Summary of this case from Beames v. Chappell

Opinion

ERROR TO THE COURT OF CRIMINAL APPEALS OF THE STATE OF TEXAS.

No. 193.

Submitted March 16, 1900. Decided April 16, 1900.

Whenever by any action of a State, whether through its legislature, through its courts, or through its executive or administrative officers, all persons of the African race are excluded, solely because of their race or color, from serving as grand jurors in the criminal prosecution of a person of the African race, the equal protection of the laws is denied to him, contrary to the Fourteenth Amendment of the Constitution of the United States. And when a defendant had had no opportunity to challenge the grand jury which found the indictment against him, the objection to the constitution of the grand jury upon this ground may be taken, either by plea in abatement, or by motion to quash the indictment, before pleading in bar. The question whether a right or privilege, claimed under the Constitution or laws of the United States, was distinctly and sufficiently pleaded and brought to the notice of a state court, is itself a Federal question, in the decision of which this court, on writ of error, is not concluded by the view taken by the highest court of the State. A person of the African race was indicted, in an inferior court of a State, for a murder committed since the impanelling of the grand jury; and, before pleading in bar, presented and read to the court a motion to quash, duly and distinctly alleging that all persons of the African race were excluded, because of their race and color, from the grand jury which found the indictment; and, as was stated in his bill of exceptions allowed by the judge, thereupon offered to introduce witnesses to prove that allegation, but the court refused to hear any evidence upon the subject, and, without investigating whether the allegation was true or false, overruled the motion, and the defendant excepted. After conviction and sentence, he appealed to the highest court of the State in which a decision in the case could be had. That court affirmed the judgment, upon the assumption that the defendant had introduced no evidence in support of the motion to quash. Held, that this assumption was plainly disproved by the statements in the bill of exceptions; and that the judgment of affirmance denied to the defendant a right duly set up and claimed by him under the Constitution and laws of the United States, and must therefore be reversed by this court on writ of error.
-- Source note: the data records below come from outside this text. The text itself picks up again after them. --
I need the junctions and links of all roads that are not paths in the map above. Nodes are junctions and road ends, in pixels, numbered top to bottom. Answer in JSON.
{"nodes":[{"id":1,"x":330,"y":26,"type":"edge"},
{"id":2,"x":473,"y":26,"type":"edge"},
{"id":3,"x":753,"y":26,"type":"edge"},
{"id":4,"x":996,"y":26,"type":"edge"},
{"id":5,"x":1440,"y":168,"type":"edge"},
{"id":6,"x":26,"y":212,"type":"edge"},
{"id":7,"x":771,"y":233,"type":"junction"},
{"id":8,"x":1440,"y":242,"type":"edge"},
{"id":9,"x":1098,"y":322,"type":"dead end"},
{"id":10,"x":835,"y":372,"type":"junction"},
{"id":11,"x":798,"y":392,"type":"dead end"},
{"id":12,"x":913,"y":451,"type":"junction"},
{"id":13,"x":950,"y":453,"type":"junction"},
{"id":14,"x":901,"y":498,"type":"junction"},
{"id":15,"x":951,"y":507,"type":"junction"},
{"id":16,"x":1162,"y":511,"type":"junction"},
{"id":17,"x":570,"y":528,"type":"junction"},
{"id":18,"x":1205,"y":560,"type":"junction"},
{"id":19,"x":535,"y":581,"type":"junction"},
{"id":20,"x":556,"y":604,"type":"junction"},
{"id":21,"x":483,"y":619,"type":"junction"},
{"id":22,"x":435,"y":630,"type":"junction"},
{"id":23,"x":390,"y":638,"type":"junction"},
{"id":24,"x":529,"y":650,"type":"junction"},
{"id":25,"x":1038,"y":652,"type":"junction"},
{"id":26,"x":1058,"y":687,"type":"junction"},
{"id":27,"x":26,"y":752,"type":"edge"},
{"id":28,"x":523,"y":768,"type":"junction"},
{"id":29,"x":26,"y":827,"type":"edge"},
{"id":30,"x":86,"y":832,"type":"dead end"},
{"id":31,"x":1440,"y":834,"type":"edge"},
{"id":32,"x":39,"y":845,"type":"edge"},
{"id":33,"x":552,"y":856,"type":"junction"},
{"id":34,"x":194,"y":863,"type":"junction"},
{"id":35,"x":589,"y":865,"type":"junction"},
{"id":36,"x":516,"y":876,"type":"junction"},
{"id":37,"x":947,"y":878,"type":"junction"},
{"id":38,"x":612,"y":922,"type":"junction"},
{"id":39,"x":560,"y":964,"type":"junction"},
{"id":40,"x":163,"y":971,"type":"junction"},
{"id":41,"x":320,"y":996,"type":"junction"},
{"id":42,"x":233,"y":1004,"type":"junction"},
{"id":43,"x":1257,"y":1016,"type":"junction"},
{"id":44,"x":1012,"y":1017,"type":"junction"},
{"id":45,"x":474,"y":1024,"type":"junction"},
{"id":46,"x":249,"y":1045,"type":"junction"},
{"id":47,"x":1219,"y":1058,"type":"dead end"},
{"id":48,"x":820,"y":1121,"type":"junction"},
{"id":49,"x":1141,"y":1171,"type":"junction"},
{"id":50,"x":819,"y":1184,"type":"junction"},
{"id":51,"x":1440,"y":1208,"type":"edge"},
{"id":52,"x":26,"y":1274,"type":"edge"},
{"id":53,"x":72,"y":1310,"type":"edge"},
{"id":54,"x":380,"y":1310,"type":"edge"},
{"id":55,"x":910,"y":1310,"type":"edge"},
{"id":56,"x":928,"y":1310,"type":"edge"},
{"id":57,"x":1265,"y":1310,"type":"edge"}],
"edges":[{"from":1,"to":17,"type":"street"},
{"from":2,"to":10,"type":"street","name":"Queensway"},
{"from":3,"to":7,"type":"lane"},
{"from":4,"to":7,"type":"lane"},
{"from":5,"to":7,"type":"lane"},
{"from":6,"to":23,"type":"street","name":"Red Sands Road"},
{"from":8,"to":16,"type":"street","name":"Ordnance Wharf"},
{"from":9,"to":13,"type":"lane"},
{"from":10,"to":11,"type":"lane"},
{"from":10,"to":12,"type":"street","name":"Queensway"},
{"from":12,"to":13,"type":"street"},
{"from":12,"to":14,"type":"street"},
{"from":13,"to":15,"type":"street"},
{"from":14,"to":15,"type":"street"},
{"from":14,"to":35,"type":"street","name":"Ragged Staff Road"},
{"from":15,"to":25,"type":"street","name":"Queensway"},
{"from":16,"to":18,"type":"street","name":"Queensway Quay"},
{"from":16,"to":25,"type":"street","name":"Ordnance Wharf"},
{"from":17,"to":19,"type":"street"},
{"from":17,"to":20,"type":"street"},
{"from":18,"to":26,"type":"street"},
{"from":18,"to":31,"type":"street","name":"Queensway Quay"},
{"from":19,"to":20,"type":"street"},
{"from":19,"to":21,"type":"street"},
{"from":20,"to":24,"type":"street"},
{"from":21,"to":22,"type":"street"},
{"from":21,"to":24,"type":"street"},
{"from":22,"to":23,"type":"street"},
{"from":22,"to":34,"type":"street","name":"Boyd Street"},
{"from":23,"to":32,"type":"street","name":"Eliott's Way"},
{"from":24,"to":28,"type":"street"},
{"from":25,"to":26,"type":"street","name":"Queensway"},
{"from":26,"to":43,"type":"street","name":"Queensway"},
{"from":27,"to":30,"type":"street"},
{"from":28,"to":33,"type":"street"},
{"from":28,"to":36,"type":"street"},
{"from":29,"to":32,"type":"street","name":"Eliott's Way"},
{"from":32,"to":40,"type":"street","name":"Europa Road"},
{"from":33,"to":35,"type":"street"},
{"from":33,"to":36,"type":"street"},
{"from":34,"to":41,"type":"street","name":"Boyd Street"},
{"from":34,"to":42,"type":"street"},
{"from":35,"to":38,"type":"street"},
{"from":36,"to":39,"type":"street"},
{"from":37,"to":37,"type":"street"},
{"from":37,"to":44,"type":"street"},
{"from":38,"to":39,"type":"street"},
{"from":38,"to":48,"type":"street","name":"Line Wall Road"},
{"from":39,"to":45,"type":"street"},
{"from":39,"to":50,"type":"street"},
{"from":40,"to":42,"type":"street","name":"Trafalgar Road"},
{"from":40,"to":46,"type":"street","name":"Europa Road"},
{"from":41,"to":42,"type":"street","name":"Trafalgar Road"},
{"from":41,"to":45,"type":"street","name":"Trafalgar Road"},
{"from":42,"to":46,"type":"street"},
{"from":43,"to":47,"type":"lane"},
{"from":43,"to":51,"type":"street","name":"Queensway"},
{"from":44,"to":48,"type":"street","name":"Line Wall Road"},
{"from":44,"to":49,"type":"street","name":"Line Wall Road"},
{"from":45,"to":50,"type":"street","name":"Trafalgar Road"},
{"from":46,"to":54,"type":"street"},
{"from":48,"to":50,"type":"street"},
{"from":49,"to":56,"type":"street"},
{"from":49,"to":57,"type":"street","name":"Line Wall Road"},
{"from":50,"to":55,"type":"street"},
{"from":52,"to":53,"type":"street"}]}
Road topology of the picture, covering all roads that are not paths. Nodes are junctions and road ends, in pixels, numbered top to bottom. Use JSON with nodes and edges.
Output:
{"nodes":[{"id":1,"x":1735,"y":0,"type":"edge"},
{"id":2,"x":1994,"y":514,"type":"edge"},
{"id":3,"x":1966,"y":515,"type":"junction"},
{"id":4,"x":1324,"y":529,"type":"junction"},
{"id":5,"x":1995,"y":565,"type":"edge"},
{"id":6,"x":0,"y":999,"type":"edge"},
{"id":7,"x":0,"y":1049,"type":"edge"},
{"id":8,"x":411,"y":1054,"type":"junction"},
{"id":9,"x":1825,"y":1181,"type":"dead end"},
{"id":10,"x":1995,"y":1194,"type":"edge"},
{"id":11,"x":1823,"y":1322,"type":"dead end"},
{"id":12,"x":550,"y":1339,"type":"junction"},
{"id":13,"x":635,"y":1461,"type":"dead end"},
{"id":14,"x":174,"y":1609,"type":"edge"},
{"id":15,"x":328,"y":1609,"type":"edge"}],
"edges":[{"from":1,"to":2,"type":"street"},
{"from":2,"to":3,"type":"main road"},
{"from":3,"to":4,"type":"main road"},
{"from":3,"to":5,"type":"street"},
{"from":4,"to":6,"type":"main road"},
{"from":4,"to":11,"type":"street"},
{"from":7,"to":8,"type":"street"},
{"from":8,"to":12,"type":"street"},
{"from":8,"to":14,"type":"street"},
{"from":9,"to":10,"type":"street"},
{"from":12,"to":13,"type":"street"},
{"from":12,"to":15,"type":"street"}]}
THE case is stated in the opinion of the court.

Mr. Wilford H. Smith and Mr. E.M. Hewlett for plaintiff in error.

Mr. T.S. Smith for defendant in error.


At November term, 1897, of the criminal district court, held at the city of Galveston for the county of Galveston and State of Texas, the grand jury, on November 26, 1897, returned an indictment against Seth Carter for the murder on November 24, 1897, of Bertha Brantley, both being of the negro race.

The record states that at March term, 1898, when the case was called for trial, the defendant, in open court, and before he had been arraigned, or had pleaded to the indictment, presented and read to the court a motion to quash the indictment.

The motion to quash was signed and sworn to by the defendant, and was in these words: "And now comes the said defendant, in his own proper person, and moves the court to set aside and quash the indictment herein against him, because the jury commissioners, appointed to select the grand jury which found and presented said indictment, selected no person or persons of color or of African descent, known as negroes, to serve on said grand jury; but, on the contrary, did exclude from the list of persons to serve as such grand jurors all colored persons or persons of African descent, known as negroes, because of their race and color; and that said grand jury were composed exclusively of persons of the white race, while all persons of the colored race or persons of African descent, known as negroes, although consisting of and constituting about one fourth of the population and of the registered voters in said city and county of Galveston, and although otherwise qualified to serve as such grand jurors, were excluded therefrom on the ground of their race and color, and have been so excluded from serving on any jury in said criminal district court for a great many years, which is a discrimination against the defendant, since he is a person of color and of African descent, known as a negro; and that such discrimination is a denial to him of the equal protection of the laws, and of his civil rights guaranteed by the Constitution and laws of the United States. All of which the defendant is ready to verify."

The record further shows that the court overruled the motion, and to that ruling the defendant excepted in open court; that the defendant was then arraigned and pleaded not guilty, and was tried and convicted by a jury, and adjudged guilty by the court, of murder in the first degree; and that a bill of exceptions was tendered by him, and was by the presiding judge approved, allowed and ordered to be made part of the record, which stated that, "after reading the said motion, the defendant asked leave of the court to introduce witnesses, and offered to introduce witnesses, to prove and sustain the allegations therein made; but the court refused to hear any evidence in support of the said motion, and thereupon overruled the same, without investigating into the truth or falsity of the allegations of said motion; to which action of the court the defendant then and there excepted."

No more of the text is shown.